EXERCISE REQUIREMENTS:
Please retype the records below exactly, omitting any images.

AVAILABLE DATA:
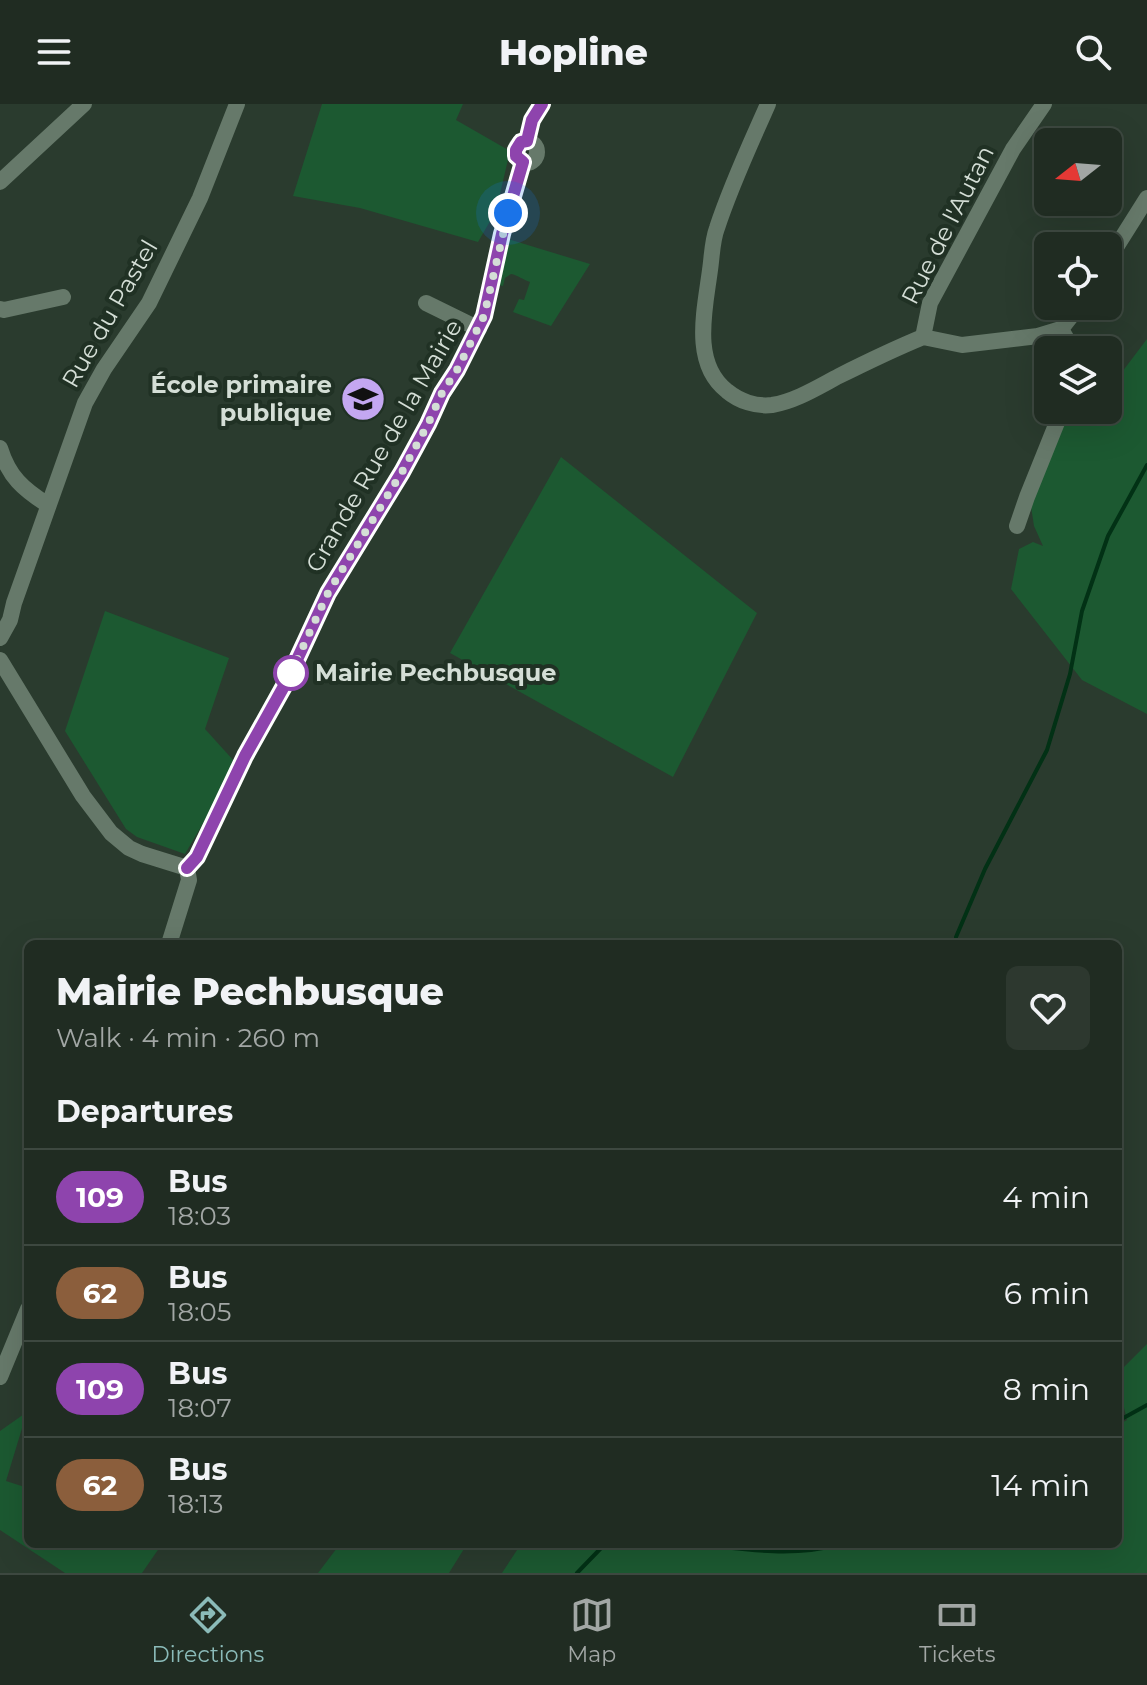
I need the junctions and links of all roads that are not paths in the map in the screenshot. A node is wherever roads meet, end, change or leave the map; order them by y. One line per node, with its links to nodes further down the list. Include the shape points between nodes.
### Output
1 (84, 104): 6 (street)
2 (237, 104): 19 (street, Rue du Pastel, via 200,198 149,303 85,403)
3 (542, 104): 13 (street, Grande Rue de la Mairie, via 527,141 537,154 523,162)
4 (768, 104): 16 (street, Rue de l'Autan, via 715,231 703,345 720,386 735,398 770,405 794,399)
5 (1044, 104): 16 (street, Rue de l'Autan, via 1013,149 930,303)
6 (0, 182)
7 (1147, 198): 8 (street)
8 (1122, 238)
9 (63, 297): 11 (street)
10 (426, 303): 13 (street)
11 (0, 309)
12 (1068, 320): 14 (street)
13 (479, 329): 25 (street, Grande Rue de la Mairie, via 402,472 328,593)
14 (1061, 329): 15 (street); 16 (street, via 962,345)
15 (1065, 336)
16 (923, 337)
17 (1056, 424): 20 (street)
18 (0, 448): 19 (street, via 12,475)
19 (48, 505): 21 (street, Rue du Pastel)
20 (1017, 526)
21 (14, 603): 22 (street); 23 (street, Rue du Pastel)
22 (0, 613)
23 (0, 638)
24 (0, 660): 25 (street, via 111,833 142,854)
25 (187, 868): 26 (street, via 189,880)
26 (170, 940)
27 (24, 1319): 28 (street)
28 (0, 1377)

TASK RESPONSE:
I need the junctions and links of all roads that are not paths in the map in the screenshot. A node is wherever roads meet, end, change or leave the map; order them by y. One line per node, with its links to nodes further down the list. Include the shape points between nodes.
### Output
1 (84, 104): 6 (street)
2 (237, 104): 19 (street, Rue du Pastel, via 200,198 149,303 85,403)
3 (542, 104): 13 (street, Grande Rue de la Mairie, via 527,141 537,154 523,162)
4 (768, 104): 16 (street, Rue de l'Autan, via 715,231 703,345 720,386 735,398 770,405 794,399)
5 (1044, 104): 16 (street, Rue de l'Autan, via 1013,149 930,303)
6 (0, 182)
7 (1147, 198): 8 (street)
8 (1122, 238)
9 (63, 297): 11 (street)
10 (426, 303): 13 (street)
11 (0, 309)
12 (1068, 320): 14 (street)
13 (479, 329): 25 (street, Grande Rue de la Mairie, via 402,472 328,593)
14 (1061, 329): 15 (street); 16 (street, via 962,345)
15 (1065, 336)
16 (923, 337)
17 (1056, 424): 20 (street)
18 (0, 448): 19 (street, via 12,475)
19 (48, 505): 21 (street, Rue du Pastel)
20 (1017, 526)
21 (14, 603): 22 (street); 23 (street, Rue du Pastel)
22 (0, 613)
23 (0, 638)
24 (0, 660): 25 (street, via 111,833 142,854)
25 (187, 868): 26 (street, via 189,880)
26 (170, 940)
27 (24, 1319): 28 (street)
28 (0, 1377)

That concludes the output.